The coconuts are long term crops but there is no evidence as to when the defendants planted the thirty or so coconuts for which they are claiming compensation. The establishment costs for the coconuts is $600. Given that the defendants' family have had free occupation and use of the land for about 25 years, I do not propose to order the plaintiffs to pay compensation for the thirty or so coconuts claimed by the defendant. After all the coconuts have been planted on the Pauls' land for the benefit and consumption of the defendants' family without any payment for the use of the land. I also have doubts whether the plaintiffs would want to have the coconuts. However, I do realise that a coconut cannot be removed without destroying it.


Now the house that the defendants family built on the land in 1981 was for their occupation and use, for everyone needs a house to live in. I must say that the defendants' family knew all that times that the land belongs to the Pauls, they knew the circumstances in which they were occupying the land, and they went ahead and built on the land the house they wanted. There is also no evidence to show that the plaintiffs or any other member of the Paul family was aware of the building of the house when it was built. In fact Ilalio's evidence suggests that the Pauls were not aware. Without such knowledge, the plaintiffs cannot be said to have encouraged or acquiesced in the building of the house so as to raise an estoppel against them. Even without other evidence, I think the building of the kind of house which was built by the defendants family in 1981, can be explained on the basis that it was to fulfil a human need to have decent roof over one's head, rather than on any belief on the part of the defendants family that they were to live on the land for as long as they wish. It is difficult to accept that the defendants family would tolerate continuing to live in their original shelter if during their stay on the land they can afford to build a better habitable structure on live in. The evidence by better is that the last time he revisited the land after the cyclones, he saw an open house with poles which could be easily remove. But even he was mistaken as in his observations regarding the house, I am still of the view that proprietary estoppel does not arise in this area.

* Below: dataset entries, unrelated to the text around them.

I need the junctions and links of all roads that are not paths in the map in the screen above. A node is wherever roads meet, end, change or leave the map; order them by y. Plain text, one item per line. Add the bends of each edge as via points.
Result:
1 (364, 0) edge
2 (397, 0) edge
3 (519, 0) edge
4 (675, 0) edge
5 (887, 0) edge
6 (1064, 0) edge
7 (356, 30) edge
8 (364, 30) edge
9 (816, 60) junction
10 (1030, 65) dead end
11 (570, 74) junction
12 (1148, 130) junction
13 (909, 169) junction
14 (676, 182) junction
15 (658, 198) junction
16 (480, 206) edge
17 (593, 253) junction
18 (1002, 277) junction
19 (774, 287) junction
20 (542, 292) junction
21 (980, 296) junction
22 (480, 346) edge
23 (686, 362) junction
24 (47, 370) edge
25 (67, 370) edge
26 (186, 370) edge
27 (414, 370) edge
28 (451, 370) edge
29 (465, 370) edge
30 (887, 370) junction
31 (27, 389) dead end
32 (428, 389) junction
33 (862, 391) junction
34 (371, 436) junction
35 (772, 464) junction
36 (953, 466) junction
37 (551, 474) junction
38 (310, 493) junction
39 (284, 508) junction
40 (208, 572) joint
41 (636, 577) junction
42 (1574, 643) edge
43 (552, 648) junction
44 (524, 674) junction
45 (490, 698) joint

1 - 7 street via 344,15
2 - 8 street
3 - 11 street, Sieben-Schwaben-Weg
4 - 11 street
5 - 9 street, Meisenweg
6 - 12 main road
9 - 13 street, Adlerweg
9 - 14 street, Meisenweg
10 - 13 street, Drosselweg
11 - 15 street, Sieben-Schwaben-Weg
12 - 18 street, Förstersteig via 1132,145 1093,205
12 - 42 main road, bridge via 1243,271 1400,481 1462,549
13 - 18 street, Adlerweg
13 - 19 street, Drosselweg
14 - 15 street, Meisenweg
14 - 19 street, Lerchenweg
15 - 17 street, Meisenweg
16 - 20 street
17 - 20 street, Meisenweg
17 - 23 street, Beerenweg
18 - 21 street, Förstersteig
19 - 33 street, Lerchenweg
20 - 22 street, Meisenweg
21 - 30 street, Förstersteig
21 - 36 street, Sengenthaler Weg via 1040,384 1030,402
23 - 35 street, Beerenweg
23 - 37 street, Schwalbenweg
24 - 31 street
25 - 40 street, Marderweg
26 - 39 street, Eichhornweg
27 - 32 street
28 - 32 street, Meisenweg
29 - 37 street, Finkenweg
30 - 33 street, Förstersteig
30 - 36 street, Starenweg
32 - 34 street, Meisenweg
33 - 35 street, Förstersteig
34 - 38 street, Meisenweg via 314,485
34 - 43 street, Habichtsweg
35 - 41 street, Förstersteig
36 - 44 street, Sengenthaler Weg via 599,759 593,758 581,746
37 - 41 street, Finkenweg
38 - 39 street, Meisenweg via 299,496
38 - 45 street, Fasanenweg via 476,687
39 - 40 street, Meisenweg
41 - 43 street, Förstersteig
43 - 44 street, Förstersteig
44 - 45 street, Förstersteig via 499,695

I also have serious reservations about the plaintiffs being liable fro any structural repairs made to the house after it was damaged by cyclone Ofa at the beginning of 1990 and by cyclone Val in early December of 1991. The reason is that by those times the plaintiff, through their solicitor, had already asserted their right to the land in clear and unmistakeable terms. So for the defendants and their family to make structural repairs to the house with full knowledge of the assertion by the plaintiffs of their rights to the land is something for which the defendants should carry the burden without the plaintiffs being liable for the outlay of expenditures on the repairs. Those repairs must now form part of the house for which compensation is sought by the defendant.


I must say that one is not without sympathy for the defendants and their situation. However, looking at the facts objectively, and applying the relevant principles of law, I cannot say that it is unconscionable for the plaintiffs to bring the present action to enforce their rights as to raise proprietary estoppel against them. If it was unconscionable for the plaintiffs to bring this action to enforce their rights, equity would have come in true to form and substance and apply the doctrine of proprietary estoppel to vest and equitable interest in the defendants and prevent the plaintiffs from enforcing their rights. But there is no unconscionability to call for the intervention of equity in this case.


The counterclaim is therefore dismissed and the claim succeeds. Accordingly judgment is given for the plaintiffs. As the defendants would need time to find another place to move to, I will make the order that the defendants and their family are to vacate the land and to remove therefrom their house and short term crops within three months from today. Long term crops such as coconuts and breadfruit trees which cannot be removed without destruction are to remain on the land and are not to bee removed.


The parties are to file memorandum as to costs within seven days if they wish to do so.